[Exercise data — start]

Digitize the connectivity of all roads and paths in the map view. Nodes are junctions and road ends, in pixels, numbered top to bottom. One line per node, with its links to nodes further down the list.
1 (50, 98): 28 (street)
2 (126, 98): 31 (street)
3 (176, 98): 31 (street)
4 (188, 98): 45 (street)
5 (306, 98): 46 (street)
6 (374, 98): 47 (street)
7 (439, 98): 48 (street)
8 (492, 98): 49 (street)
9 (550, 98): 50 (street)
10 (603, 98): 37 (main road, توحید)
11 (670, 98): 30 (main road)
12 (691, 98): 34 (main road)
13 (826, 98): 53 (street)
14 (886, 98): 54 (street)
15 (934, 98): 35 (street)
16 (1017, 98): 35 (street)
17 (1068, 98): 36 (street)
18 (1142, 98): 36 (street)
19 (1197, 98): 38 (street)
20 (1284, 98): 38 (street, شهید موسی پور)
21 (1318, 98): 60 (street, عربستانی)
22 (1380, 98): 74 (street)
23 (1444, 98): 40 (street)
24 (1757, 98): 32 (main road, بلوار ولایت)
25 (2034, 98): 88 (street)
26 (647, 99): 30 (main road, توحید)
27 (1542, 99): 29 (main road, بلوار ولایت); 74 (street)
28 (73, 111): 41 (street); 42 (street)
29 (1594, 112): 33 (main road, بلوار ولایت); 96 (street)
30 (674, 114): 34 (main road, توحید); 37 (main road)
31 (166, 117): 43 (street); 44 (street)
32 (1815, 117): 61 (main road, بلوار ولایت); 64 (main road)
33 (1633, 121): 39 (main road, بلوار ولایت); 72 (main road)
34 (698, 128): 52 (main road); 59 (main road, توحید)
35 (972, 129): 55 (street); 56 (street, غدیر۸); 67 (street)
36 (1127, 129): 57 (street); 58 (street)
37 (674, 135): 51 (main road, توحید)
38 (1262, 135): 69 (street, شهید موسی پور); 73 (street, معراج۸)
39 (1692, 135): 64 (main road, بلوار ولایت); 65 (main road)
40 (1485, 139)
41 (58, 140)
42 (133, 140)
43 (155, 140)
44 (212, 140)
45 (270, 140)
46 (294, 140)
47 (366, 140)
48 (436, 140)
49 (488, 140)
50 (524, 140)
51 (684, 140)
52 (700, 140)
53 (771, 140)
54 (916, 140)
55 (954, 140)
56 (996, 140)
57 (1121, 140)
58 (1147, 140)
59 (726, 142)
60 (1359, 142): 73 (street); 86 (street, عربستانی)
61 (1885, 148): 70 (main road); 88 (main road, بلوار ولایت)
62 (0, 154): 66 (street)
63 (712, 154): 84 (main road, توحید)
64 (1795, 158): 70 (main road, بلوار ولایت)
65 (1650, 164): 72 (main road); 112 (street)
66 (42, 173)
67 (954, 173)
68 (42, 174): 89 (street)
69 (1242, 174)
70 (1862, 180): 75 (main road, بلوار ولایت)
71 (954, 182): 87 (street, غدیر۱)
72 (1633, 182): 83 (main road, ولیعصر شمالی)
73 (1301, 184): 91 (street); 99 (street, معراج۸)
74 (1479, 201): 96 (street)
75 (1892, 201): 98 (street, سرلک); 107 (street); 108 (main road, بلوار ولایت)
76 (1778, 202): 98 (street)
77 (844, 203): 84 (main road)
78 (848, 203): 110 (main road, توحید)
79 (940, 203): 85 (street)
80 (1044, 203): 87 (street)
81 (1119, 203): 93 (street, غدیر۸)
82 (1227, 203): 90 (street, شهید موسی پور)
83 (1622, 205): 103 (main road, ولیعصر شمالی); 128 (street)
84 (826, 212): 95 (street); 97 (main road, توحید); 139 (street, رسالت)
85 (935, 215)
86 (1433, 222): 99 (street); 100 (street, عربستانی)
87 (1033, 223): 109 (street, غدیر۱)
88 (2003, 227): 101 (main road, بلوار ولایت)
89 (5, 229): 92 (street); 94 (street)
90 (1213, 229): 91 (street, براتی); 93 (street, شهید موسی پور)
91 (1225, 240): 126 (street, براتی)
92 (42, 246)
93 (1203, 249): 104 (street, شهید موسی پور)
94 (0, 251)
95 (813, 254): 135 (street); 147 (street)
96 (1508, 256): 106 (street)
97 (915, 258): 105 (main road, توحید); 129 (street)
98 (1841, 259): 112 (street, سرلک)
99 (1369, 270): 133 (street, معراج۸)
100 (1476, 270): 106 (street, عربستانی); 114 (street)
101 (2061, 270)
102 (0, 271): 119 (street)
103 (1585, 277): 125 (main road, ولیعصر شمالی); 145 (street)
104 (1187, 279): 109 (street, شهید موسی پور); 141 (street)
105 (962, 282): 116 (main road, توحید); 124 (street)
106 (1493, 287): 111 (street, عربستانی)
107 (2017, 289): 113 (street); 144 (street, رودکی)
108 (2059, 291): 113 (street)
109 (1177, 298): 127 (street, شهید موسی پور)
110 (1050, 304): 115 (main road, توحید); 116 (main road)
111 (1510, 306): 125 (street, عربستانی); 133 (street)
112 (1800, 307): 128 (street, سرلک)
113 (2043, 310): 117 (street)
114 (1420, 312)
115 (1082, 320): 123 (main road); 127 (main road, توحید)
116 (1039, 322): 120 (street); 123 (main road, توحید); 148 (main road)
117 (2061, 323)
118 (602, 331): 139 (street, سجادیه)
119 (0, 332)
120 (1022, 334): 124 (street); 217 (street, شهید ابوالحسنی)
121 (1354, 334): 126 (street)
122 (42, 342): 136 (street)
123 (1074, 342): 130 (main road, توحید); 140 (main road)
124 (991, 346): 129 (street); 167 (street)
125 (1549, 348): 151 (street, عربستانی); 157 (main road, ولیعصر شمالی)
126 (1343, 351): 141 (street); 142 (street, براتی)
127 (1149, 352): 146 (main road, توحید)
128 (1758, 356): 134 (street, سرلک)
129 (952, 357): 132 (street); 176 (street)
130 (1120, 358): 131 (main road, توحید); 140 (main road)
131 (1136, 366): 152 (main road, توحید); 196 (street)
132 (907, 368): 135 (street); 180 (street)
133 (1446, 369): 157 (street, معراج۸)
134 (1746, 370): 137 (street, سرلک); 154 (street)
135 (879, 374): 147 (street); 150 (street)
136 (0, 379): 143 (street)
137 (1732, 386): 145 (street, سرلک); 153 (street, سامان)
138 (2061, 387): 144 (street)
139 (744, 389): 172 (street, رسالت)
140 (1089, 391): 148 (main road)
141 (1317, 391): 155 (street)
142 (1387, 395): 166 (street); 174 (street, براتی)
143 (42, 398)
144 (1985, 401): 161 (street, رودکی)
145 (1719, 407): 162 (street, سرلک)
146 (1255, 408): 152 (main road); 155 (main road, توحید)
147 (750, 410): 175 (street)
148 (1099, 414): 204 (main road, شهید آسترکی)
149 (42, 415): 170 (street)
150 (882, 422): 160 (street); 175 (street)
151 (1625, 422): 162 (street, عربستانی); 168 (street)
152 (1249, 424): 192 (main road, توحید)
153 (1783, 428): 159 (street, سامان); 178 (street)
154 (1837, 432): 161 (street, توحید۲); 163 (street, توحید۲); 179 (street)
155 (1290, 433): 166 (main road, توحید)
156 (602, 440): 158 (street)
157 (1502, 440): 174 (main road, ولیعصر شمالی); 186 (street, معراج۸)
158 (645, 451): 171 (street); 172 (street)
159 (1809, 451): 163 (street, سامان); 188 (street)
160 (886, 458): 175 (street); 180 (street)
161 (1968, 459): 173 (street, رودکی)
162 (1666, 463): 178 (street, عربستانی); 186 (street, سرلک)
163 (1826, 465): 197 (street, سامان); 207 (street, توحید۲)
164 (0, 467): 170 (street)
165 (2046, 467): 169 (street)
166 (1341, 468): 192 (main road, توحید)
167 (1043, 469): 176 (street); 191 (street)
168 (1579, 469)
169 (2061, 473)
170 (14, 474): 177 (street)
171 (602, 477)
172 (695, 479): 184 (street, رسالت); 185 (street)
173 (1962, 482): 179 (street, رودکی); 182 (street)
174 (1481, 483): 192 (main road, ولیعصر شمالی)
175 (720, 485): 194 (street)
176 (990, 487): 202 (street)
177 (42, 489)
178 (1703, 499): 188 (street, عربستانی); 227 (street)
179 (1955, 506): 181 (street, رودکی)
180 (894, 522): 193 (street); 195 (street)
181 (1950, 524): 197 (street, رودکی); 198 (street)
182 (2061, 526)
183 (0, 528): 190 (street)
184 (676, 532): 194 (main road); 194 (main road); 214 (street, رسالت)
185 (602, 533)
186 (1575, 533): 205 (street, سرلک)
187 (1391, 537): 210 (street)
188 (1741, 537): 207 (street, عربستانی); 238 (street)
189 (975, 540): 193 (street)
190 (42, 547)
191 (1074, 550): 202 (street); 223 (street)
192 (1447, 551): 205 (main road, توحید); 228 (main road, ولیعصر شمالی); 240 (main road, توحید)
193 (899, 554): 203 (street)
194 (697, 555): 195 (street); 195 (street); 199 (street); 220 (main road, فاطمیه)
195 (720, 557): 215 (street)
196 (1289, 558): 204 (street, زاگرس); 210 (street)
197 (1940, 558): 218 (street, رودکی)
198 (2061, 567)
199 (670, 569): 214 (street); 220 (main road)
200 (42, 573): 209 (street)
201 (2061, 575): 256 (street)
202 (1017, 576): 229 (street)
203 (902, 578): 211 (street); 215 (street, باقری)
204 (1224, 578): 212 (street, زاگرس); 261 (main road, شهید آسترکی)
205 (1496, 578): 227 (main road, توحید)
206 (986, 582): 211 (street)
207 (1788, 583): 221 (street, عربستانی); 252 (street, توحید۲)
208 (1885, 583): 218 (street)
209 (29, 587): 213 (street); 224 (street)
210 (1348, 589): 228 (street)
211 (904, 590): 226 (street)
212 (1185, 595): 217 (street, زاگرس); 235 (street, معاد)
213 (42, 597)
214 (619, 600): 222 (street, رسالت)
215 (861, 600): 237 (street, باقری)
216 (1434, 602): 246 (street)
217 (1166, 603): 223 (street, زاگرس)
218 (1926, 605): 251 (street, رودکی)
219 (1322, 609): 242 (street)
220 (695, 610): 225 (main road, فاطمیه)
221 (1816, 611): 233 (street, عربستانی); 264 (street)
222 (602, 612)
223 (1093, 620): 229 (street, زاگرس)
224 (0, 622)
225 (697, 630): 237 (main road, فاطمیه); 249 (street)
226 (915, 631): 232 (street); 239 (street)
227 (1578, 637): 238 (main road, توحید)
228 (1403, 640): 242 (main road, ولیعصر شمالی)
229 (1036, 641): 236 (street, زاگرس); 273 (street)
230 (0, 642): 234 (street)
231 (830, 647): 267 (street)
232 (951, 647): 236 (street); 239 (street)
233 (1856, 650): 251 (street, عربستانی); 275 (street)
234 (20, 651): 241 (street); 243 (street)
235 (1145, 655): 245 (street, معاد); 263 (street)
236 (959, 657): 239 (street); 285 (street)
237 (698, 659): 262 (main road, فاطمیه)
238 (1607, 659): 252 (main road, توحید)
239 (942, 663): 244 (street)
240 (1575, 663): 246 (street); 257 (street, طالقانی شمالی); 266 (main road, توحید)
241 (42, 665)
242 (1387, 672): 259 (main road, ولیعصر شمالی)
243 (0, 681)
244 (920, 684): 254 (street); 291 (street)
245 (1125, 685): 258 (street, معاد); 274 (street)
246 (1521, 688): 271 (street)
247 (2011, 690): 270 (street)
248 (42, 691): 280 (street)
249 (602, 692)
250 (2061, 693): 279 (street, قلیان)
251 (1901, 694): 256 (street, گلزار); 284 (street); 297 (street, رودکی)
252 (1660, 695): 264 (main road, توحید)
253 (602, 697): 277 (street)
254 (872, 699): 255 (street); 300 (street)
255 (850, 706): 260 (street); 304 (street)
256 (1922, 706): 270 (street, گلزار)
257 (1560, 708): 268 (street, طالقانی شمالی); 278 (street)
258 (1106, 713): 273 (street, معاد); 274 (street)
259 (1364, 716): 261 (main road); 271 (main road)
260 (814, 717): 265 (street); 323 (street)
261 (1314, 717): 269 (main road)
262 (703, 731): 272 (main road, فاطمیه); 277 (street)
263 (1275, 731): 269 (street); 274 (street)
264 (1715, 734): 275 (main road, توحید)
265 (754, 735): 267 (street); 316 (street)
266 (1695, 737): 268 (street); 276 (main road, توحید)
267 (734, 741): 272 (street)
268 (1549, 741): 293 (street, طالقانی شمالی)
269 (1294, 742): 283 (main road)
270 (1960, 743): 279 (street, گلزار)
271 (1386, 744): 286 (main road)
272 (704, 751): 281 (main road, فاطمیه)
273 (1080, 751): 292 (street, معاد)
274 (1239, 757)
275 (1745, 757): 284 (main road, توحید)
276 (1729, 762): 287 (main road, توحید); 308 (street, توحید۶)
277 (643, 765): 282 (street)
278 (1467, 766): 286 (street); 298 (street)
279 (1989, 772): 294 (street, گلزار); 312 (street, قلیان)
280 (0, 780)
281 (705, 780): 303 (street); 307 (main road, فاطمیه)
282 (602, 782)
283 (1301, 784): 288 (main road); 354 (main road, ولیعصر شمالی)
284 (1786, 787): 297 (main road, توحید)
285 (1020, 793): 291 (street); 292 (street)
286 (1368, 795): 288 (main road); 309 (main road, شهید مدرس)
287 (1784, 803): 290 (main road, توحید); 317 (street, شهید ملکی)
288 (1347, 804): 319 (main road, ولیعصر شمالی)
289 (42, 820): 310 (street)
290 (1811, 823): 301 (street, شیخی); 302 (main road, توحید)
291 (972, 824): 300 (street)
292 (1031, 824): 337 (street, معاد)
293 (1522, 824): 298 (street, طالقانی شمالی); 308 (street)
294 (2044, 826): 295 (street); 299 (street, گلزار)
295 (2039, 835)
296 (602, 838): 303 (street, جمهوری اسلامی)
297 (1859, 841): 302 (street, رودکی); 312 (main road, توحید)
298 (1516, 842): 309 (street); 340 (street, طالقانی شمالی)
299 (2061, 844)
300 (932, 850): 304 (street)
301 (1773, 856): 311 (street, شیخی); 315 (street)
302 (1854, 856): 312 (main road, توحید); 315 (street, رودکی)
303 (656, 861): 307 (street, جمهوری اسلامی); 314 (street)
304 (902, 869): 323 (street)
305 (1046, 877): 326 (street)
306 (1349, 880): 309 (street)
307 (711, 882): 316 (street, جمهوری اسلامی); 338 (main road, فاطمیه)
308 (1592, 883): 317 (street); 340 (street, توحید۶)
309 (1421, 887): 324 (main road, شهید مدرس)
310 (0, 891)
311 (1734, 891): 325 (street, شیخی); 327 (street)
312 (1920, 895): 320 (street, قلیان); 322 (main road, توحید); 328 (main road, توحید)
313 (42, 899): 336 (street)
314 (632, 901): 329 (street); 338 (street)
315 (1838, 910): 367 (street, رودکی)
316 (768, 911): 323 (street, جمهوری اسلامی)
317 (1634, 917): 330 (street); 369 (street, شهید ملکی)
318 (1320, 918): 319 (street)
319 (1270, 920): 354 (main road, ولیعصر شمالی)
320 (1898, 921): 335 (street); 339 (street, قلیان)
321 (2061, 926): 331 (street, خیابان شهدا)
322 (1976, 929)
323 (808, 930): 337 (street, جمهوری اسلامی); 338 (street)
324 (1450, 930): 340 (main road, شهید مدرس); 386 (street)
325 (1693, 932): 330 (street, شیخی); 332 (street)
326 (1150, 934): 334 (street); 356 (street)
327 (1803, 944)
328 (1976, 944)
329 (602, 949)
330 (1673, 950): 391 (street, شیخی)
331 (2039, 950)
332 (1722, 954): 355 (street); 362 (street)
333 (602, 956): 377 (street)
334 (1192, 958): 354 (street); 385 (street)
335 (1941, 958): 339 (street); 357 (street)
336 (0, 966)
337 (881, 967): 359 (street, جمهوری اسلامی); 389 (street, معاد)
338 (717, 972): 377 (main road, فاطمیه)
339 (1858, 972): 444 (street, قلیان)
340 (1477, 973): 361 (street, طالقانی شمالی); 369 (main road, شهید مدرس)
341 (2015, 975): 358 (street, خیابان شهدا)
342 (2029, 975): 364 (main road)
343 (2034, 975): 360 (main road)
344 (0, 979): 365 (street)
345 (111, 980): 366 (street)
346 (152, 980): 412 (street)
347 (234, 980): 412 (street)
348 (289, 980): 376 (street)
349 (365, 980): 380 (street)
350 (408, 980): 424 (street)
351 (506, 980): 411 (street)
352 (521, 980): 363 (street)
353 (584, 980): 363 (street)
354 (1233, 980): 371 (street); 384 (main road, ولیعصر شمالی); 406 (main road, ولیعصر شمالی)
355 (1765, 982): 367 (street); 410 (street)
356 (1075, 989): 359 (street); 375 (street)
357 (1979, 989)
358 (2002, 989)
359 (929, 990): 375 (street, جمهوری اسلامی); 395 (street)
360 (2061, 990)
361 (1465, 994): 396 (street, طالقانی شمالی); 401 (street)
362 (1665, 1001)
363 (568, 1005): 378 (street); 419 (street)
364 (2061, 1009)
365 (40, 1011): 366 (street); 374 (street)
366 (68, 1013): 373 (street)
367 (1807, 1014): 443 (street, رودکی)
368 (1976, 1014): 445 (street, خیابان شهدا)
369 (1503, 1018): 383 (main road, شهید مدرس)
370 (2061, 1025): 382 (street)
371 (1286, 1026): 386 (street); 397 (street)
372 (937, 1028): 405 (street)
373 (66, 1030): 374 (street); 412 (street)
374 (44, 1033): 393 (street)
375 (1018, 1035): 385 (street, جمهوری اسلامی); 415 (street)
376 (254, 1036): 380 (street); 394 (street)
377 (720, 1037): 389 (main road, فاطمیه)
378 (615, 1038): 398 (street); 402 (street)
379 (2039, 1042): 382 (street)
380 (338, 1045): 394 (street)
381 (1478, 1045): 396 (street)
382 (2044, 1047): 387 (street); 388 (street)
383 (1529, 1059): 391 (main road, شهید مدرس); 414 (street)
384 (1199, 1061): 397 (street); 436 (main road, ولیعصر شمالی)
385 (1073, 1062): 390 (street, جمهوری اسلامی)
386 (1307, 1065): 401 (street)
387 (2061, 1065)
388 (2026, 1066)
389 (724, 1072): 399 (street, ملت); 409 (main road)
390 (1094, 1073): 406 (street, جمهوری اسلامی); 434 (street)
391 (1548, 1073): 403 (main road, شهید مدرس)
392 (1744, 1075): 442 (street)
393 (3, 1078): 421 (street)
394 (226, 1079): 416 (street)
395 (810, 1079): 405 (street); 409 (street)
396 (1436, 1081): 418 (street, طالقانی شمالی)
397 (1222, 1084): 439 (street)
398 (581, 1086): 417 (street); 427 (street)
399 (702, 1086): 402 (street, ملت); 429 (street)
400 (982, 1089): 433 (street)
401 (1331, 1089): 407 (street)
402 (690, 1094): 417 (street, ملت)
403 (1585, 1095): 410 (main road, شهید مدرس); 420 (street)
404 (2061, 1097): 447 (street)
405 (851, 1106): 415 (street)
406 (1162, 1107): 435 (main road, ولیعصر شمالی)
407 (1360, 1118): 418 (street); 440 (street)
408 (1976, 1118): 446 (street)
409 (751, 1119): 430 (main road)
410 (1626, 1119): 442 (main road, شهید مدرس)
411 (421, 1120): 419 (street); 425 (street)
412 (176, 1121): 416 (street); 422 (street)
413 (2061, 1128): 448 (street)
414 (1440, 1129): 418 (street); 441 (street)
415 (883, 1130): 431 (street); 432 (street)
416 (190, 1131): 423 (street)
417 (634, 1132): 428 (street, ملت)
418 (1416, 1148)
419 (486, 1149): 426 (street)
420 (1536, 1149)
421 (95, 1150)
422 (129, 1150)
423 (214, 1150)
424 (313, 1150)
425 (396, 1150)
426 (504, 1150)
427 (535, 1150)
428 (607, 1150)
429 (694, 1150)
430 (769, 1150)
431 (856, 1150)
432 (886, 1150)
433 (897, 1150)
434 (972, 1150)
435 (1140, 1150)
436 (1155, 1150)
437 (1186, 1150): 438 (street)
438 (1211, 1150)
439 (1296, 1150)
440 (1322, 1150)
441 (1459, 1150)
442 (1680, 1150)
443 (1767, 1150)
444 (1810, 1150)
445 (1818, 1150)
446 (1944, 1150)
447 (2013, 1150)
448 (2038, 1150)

[Exercise data — finish]

Among the lines above, find those that contain the word "معاد" and copy them.

212 (1185, 595): 217 (street, زاگرس); 235 (street, معاد)
235 (1145, 655): 245 (street, معاد); 263 (street)
245 (1125, 685): 258 (street, معاد); 274 (street)
258 (1106, 713): 273 (street, معاد); 274 (street)
273 (1080, 751): 292 (street, معاد)
292 (1031, 824): 337 (street, معاد)
337 (881, 967): 359 (street, جمهوری اسلامی); 389 (street, معاد)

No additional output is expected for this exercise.